I'm a smart girl, and i am sure i can answer my own questions, however... it just feels good to be able to release tension and get stuff off my chest and see what other people have to say. 
I have a boyfriend that i have lived with for 7yrs. he has been good to me for the most part, but there are a few problems that are becoming very difficult for me to live with...I do love my boyfriend, but i feel that in order for me to be healthy I need to leave him and move out...i just am not financially capable to make a move like this 
* problem 1:* his parents(he is 30) they are very needy and controlling. he is an only child. 
i have no peace from them at all. i am always very nice even though there are times when i shouldn't be...but when it comes down to not being homeless you have to suck up a lot. 
they call all the time which is annoying...and show up at our door without notice...this happens at least once a day and they call everyday
my boyfriend does chores for them every weekend...so no weekend time
his parents are always getting him engaged in several financial obligation through them.
i feel that they don't really like me, yet put up with me...which is very disheartening. they get upset when i try to challenge them for time and get my boyfriend to take care of our chores which continue to just pile up and burden me at home. 
his parents try to buy me stuff that i didn't ask for and don't want or need. then when i don't want it i get in trouble for "looking a gift horse in the mouth" and such other comments as "you don't like anything" Then since they bought me this stuff they think i need to do whatever they decide they want for this stuff in return. 
i have tried the nice thing and i always say thank you even if i don't like or want just so i don't get the negative behavior from my boyfriend...but as i said above everything come with a price tag that involves me having to do something. which gets really old
my boyfriend and his parents make decisions without asking me or explaining the whole situation to me. i am forced to go along for whatever they decide...basically, i get the put up or shut up treatment. 
my boyfriends dad is overly nice to me sometimes...which makes the problem of "mother bear syndrome" with the mom worse. I think he tries to compensate for the mom being rude at times. it is very frustrating to have to sit through dinners to be polite...when you want to puke...because the mother is being aloud to make discreet comments towards you about how you need to find a new job, your not taking enough credits in college, and on and on. This is allowed to go on by my boyfriend. I feel he should stop this behavior when it begins to happen immediately...if i were to stand up for myself even if i did it classy and tactfully...i think i would be dog piled and make things against me worse. 
this is just the gist of problem one it gets worse...this stuff has been happening over 7yrs time. its causing severe emotional problems for me and making me look like the crazy person because i seem to be the only person that complains about the problem. 
* problem 2:* my boyfriend holds things over my head and continues bringing them up. he cheap shots me. he seems to secretly hold certain things in resentment and all of a sudden pops them out at me when i least expect it or have the upper hand in a discussion that we are having. I know this is not just by accident and he refuses to apologize when i confront him on the pain he has just inflicted. I have always been one to forgive...so i do not understand this.


----------



## swimmin (Oct 6, 2009)

i have more problems but i feel good just saying this and i'm tired of typing...so have fun and share your problems and comments. The only thing i ask when people post back to others problems is to be as encouraging and positive as possible...people don't need to feel anyworse than they already do.


----------



## Blanca (Jul 25, 2008)

oh yes i have a horrible MIL, too. she has a very low opinion of me and she's coming for thanksgiving. yay for me...

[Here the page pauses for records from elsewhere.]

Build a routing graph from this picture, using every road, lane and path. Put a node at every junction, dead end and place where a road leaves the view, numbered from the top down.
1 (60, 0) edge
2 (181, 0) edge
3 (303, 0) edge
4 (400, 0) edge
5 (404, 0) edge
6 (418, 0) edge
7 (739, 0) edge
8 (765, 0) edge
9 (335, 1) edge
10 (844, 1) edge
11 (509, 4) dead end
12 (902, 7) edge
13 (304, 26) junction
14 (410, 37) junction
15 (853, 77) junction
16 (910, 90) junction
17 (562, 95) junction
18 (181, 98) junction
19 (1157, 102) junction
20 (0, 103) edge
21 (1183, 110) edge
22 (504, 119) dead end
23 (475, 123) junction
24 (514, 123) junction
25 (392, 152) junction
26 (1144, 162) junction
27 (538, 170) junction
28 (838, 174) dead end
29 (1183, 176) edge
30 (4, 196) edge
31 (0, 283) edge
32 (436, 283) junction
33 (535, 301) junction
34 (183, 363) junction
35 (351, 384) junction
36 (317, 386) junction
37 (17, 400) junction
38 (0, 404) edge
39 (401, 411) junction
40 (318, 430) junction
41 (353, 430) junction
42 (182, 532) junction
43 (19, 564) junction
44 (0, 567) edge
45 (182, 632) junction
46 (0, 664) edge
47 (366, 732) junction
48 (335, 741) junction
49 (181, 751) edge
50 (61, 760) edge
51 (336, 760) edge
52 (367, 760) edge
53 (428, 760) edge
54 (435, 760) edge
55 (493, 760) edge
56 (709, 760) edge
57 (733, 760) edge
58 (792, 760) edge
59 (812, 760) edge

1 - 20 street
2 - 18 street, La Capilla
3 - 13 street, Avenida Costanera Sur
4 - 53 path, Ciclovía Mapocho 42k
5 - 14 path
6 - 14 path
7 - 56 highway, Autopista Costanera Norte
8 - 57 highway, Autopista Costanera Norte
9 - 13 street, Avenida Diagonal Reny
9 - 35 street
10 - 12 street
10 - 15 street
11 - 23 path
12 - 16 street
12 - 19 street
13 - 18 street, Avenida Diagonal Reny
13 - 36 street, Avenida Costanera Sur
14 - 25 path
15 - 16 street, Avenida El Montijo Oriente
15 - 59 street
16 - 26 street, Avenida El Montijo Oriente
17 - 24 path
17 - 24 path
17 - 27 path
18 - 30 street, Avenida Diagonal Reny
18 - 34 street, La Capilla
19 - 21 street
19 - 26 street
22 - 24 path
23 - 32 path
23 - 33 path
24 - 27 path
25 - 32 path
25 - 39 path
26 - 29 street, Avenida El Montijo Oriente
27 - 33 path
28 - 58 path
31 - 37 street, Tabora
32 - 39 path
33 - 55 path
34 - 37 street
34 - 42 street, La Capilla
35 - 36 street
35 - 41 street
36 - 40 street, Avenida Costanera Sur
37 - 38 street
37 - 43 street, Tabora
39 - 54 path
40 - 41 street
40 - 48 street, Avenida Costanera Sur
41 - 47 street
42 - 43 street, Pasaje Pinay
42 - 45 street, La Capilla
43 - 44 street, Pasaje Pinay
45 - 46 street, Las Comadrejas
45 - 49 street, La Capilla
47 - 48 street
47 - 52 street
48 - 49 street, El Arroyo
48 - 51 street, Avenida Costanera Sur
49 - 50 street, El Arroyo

luckily other then that she lives states away. i had issues with my h not standing up for me but we worked through that. i had to pack my stuff up and leave when she came over uninvited. he took me seriously after that but it was still hard working on it with him. 

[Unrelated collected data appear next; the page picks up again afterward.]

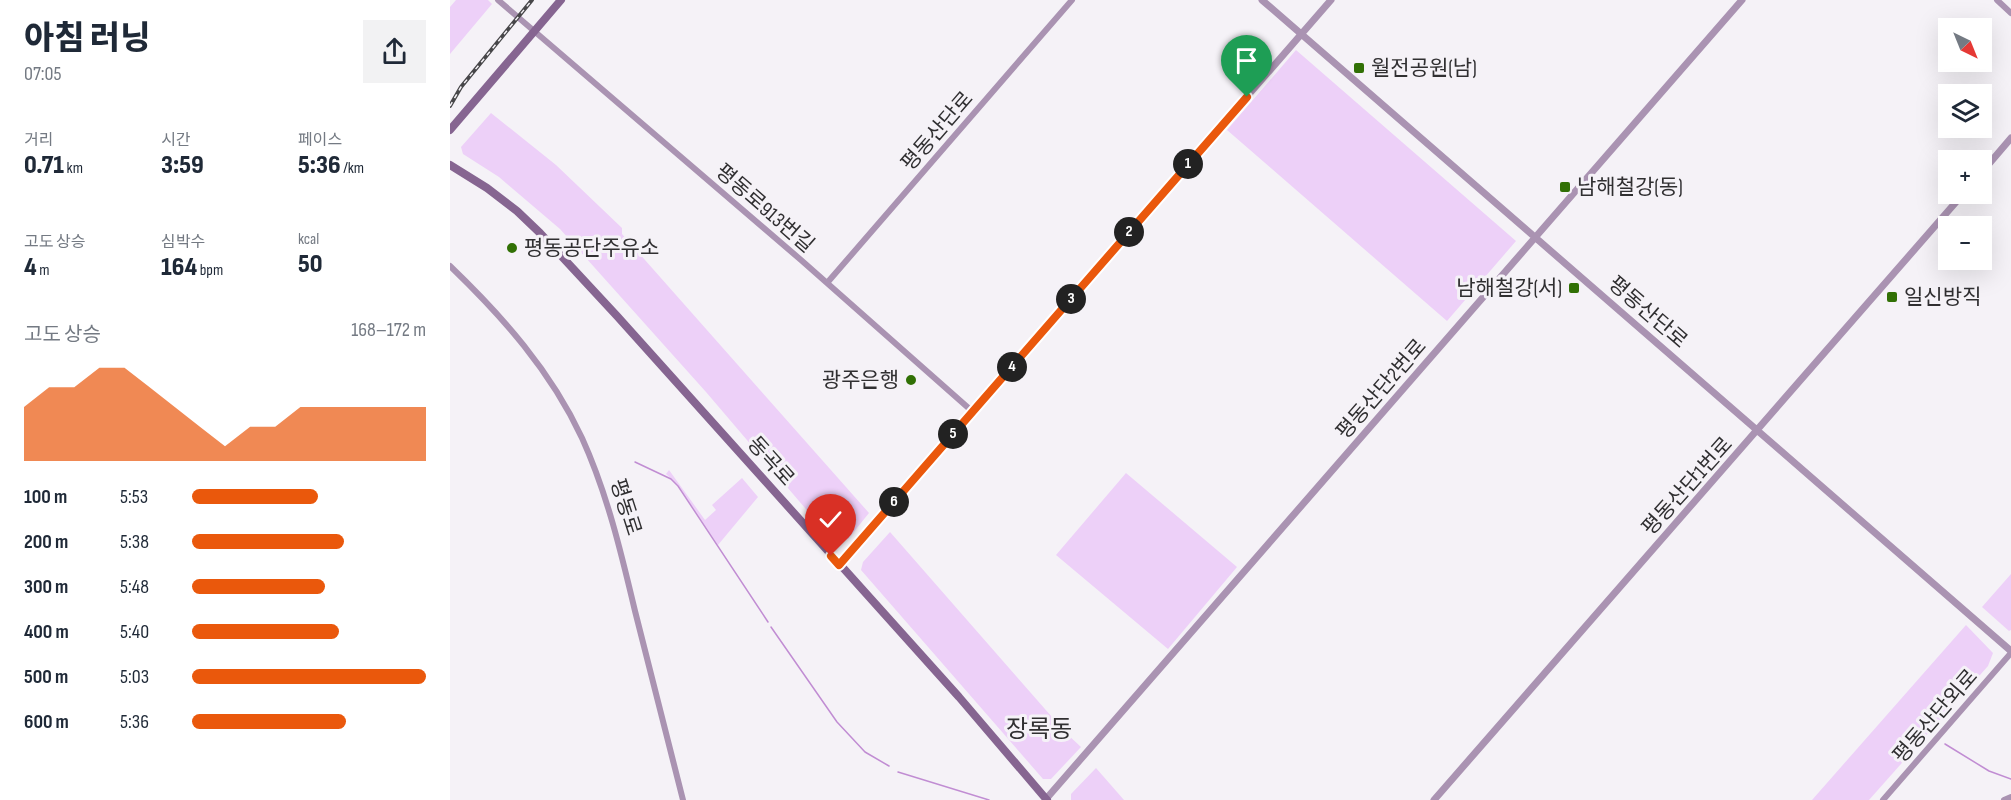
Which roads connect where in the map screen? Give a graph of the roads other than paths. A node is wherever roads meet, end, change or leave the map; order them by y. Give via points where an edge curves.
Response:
1 (498, 0) edge
2 (561, 0) edge
3 (1072, 0) edge
4 (1262, 0) edge
5 (1331, 0) edge
6 (1742, 0) edge
7 (1997, 0) edge
8 (2011, 12) edge
9 (534, 31) junction
10 (1302, 33) junction
11 (450, 130) edge
12 (2011, 138) edge
13 (1992, 160) edge
14 (450, 165) edge
15 (1954, 204) edge
16 (1537, 237) junction
17 (450, 266) edge
18 (827, 283) junction
19 (972, 412) junction
20 (1759, 431) junction
21 (839, 565) junction
22 (2011, 652) edge
23 (2011, 797) edge
24 (682, 800) edge
25 (1047, 800) edge
26 (1434, 800) edge
27 (1882, 800) edge
28 (2004, 800) edge

1 - 9 street, 평동로913번길
2 - 9 main road
3 - 18 street, 평동산단로
4 - 10 street, 평동산단로
5 - 10 street
6 - 16 street, 평동산단2번로
7 - 8 street
9 - 11 main road
9 - 18 street, 평동로913번길
10 - 16 street, 평동산단로
10 - 19 street
12 - 13 street
14 - 21 main road, 동곡로 via 487,188 540,233
15 - 20 street, 평동산단1번로
16 - 20 street, 평동산단로
16 - 25 street, 평동산단2번로
17 - 24 street, 평동로 via 493,307 519,339 581,437 614,524
18 - 19 street, 평동로913번길
19 - 21 street
20 - 22 street, 평동산단로
20 - 26 street, 평동산단1번로
21 - 25 main road, 동곡로
22 - 27 street, 평동산단외로
23 - 28 street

but i see another problem- you're using your H. you dont want to be homeless, no one does, but it creates a barrier to improving the relationship. there's all sorts of unsaid problems floating around between you two. its likely that his resentment stems from him knowing you are using him- even on a subconscious level.


----------



## swimmin (Oct 6, 2009)

i am definitely not just using my boyfriend for a home. i love my boyfriend very much. i wouldn't have came here otherwise. i came here because i want to talk this through with someone like you Blanca. and i do appreciate your post and hope you will post back. 
this situation has caused me to become so depressed that i have been changing personality wise. i am usually a nice happy person but i am beginning to have sudden bouts of extreme sadness and anger out of the blue and it is scaring me. 
my boyfriend does not see things the way that i see things. he has always failed at putting his self in anothers shoes. he can be very selfish at times because he has never had to seriously think about anyone but his self his entire life, because he grew up as a spoiled only child. don't get me wrong he is a very nice and charming man most of the time but he is also a spoiled little brat. it took awhile after we first moved in together for him to learn how to live with someone. and he has definitely learned a lot and came a very long way.
i don't want to walk away from everything that i have attempted to build the last 7yrs and i don't want to walk away from what i could have. i maybe angry with him and hurt by him so he may sound like a bad person, but these are just his faults. he is actually a very good man. if he wasn't, i wouldn't try so hard to salvage, and build, and rebuild. 
i am a dreamer...he is not. i have goals in life he does not. he lives day to day. *his parents make future plans for him...not him and i making future plans.* i need things to look forward to...positive things, to stay well balanced and happy.
moving out and praying that, that, will make him wake up is the only thing that i can think of that might work...because he is even more stubborn that i am. he definitely would let me go rather than seriously admit he is in the wrong, for allowing me to be treated poorly by his parents, or have my privacy invaded by his parents. 
not only this, but his parents keep such a financial stronghold on him, and have forced him into financial obligations that he can not handle without their help. financial stuff that i am forced to have to help pay for that i don't even want and will never be mine. do you know how depressing it is to invest money into something that you will never legally own a piece of, just so that you can be with someone that you love? i live in a huge house that i hate, and i didn't want him to buy in the first place, but his parents made him a deal too good to be true and for him to refuse. 
the saddest thing of all is that he had borrowed money from his parents to buy a place that he had previously. the truth is he got lazy and was unemployed for 2 years and sold stuff that he had inherited like a car, rifle, and camper to make house payments to his parents. He also fell way behind on these payments and almost lost his truck to a title loan company without me being aware... until i came home from work, and title loan company on answering machine, because they called before he could erase from me. meanwhile, i worked to pay the bills and put food on our table and go to college. he sat at home all day and played online computer games! 
well eventually this became financially draining on his parents so i kind of don't blame them for doing some of this...but since the place was in their name and the economy was just beginning to dip and the housing market was crashing they basically sold out from underneath us because they owned too many properties and the taxes were high. Meanwhile they made sonny boy fly straight and get a steady job...while they sold their house to buy a new house for themselves, and got my boyfriend to buy their old house because it would erase his old debt, pay them off, and pay them some more because they could sell their house in an impossible market...yeah who's going to buy a $200,000 dollar home right away....hmmmmn?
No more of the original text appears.